Stored data entries
--- --- ---

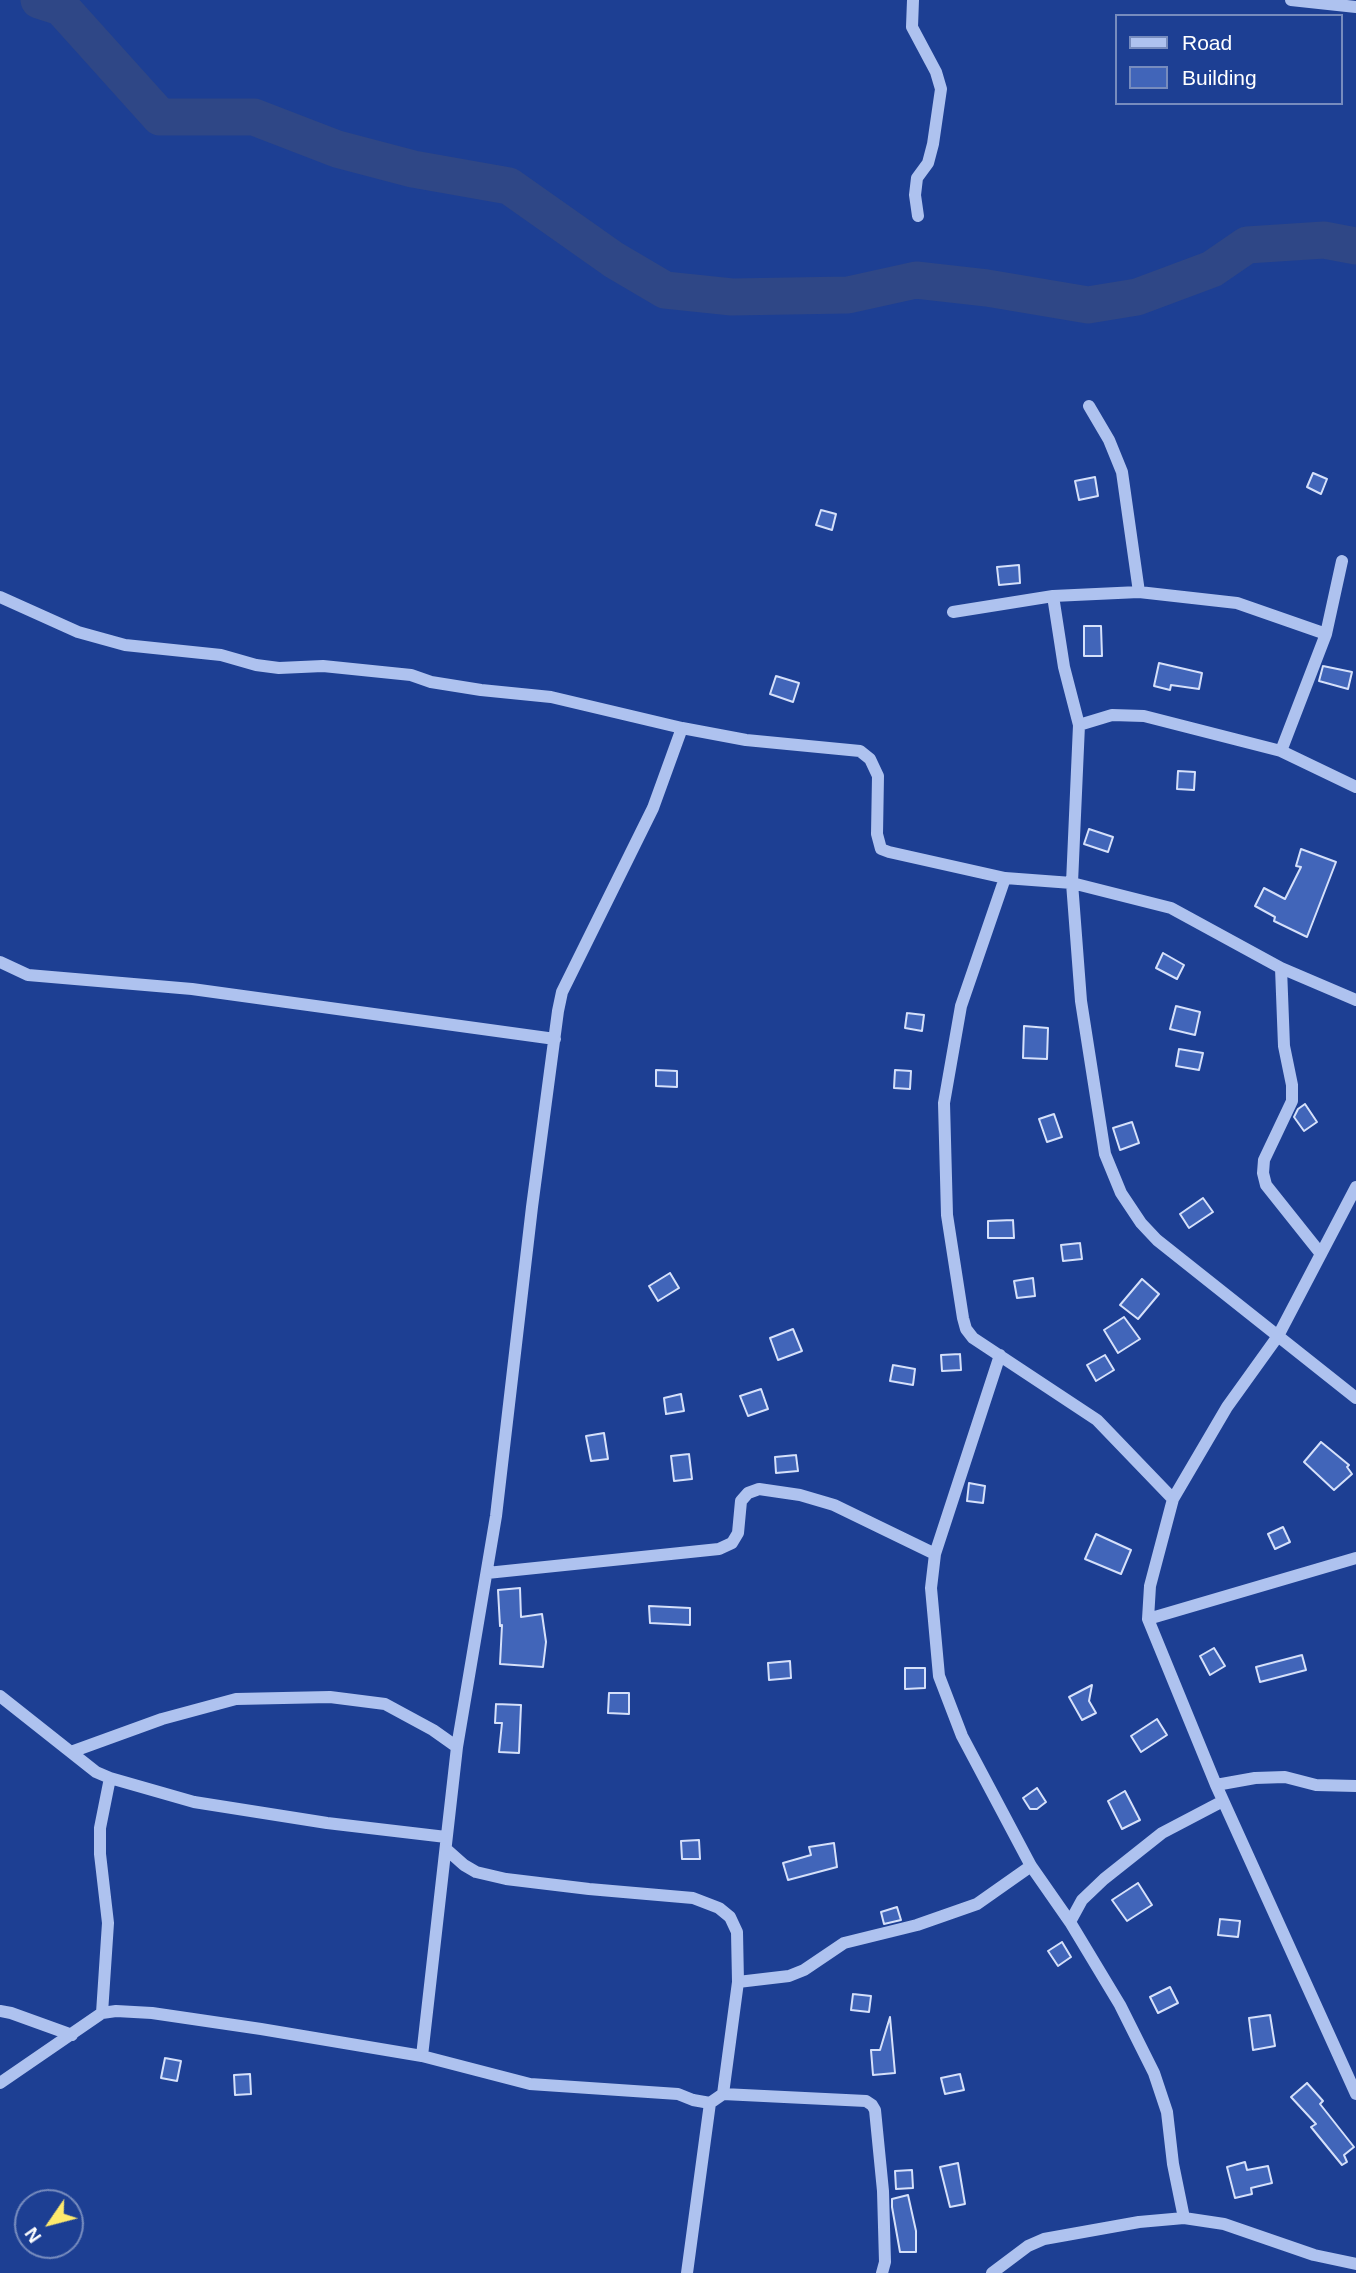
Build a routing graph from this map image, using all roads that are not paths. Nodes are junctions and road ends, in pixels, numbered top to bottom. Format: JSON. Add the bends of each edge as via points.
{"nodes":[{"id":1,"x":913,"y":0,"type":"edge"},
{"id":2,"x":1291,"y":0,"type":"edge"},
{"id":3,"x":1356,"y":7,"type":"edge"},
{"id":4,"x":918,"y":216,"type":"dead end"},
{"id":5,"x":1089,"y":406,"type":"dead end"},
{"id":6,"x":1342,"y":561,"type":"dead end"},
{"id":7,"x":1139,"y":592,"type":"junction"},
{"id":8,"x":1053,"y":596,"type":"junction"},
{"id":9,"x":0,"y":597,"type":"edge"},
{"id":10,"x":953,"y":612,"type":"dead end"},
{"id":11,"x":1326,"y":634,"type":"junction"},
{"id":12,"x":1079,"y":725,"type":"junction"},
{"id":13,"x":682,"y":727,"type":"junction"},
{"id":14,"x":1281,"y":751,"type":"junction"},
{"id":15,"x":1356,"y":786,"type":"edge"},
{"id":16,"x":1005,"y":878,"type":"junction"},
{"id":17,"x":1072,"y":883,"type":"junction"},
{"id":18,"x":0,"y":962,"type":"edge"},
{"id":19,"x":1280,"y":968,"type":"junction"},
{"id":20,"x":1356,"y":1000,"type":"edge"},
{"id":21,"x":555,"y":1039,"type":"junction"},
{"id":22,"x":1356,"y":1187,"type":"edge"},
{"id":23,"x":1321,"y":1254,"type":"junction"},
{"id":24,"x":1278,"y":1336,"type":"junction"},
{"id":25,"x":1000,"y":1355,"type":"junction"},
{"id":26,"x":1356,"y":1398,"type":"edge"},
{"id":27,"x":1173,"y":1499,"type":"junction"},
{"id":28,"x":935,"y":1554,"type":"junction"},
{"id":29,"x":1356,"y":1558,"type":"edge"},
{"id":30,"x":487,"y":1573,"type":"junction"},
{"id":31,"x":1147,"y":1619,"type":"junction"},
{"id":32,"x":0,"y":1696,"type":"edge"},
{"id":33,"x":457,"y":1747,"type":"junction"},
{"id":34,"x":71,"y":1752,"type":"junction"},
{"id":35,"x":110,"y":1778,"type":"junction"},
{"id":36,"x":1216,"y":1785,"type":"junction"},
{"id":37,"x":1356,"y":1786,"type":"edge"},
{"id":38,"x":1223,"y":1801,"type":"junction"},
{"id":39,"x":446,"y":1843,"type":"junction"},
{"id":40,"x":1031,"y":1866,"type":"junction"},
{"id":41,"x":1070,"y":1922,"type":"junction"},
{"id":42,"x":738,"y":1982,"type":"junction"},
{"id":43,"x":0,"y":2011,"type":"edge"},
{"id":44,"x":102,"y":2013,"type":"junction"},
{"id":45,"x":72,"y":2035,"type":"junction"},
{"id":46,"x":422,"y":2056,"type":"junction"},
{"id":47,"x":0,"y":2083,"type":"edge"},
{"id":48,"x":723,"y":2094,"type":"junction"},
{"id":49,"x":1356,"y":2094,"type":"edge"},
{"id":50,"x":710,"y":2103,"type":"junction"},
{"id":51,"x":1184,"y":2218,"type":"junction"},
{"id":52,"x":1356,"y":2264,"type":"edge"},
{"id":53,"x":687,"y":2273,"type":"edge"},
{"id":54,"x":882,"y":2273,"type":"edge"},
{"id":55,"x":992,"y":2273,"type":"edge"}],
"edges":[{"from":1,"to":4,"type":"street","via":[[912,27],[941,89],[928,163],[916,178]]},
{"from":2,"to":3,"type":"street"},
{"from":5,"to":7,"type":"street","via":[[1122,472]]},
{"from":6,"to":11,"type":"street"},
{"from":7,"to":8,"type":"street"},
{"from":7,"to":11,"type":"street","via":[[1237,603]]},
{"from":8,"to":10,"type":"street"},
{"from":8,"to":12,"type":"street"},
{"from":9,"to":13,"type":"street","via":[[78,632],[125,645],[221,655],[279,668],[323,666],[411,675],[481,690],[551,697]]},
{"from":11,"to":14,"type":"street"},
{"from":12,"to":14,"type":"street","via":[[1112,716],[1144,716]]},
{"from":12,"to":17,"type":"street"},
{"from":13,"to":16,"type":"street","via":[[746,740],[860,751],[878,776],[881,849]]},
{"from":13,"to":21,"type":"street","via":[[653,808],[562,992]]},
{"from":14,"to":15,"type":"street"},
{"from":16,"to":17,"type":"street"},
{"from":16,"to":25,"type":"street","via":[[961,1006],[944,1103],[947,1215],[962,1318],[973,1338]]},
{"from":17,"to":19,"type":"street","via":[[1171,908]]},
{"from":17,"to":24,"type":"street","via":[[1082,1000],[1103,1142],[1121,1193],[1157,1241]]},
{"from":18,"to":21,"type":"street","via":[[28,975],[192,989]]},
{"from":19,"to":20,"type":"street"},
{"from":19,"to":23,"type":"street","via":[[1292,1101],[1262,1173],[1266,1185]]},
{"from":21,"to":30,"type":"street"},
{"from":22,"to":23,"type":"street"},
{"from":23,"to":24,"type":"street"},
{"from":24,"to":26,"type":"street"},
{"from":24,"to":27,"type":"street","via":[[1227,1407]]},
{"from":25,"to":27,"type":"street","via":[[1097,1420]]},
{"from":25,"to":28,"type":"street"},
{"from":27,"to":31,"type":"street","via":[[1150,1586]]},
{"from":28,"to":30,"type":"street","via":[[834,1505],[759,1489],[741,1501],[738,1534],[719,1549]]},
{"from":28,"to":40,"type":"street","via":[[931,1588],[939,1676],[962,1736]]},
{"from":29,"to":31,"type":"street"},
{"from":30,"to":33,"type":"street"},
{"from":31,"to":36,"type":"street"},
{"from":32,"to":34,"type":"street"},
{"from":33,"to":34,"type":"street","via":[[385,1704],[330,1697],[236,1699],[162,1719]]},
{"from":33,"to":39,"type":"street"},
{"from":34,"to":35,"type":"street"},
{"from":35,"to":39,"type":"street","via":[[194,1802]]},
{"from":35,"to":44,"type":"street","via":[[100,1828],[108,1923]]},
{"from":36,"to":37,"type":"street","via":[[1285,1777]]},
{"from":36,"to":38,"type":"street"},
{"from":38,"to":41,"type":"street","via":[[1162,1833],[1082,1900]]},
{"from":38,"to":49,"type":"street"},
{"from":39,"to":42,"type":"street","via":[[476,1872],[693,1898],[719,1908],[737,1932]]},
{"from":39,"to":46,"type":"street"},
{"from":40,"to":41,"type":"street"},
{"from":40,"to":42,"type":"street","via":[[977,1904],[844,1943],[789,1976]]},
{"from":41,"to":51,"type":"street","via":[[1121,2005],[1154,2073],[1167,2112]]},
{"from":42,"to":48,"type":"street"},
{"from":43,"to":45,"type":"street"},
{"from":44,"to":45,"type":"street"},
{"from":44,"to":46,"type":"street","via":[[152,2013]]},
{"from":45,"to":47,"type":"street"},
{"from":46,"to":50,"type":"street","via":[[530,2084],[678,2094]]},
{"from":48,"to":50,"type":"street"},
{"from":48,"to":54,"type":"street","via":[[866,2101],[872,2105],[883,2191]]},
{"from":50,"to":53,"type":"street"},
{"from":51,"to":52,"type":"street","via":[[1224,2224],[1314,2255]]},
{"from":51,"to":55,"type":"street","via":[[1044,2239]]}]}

--- --- ---

▶ **What the exercise asks**
Wherever the string "dead" appears in the entries above, return the line it appears on.

▶ **Exercise output**
{"id":4,"x":918,"y":216,"type":"dead end"},
{"id":5,"x":1089,"y":406,"type":"dead end"},
{"id":6,"x":1342,"y":561,"type":"dead end"},
{"id":10,"x":953,"y":612,"type":"dead end"},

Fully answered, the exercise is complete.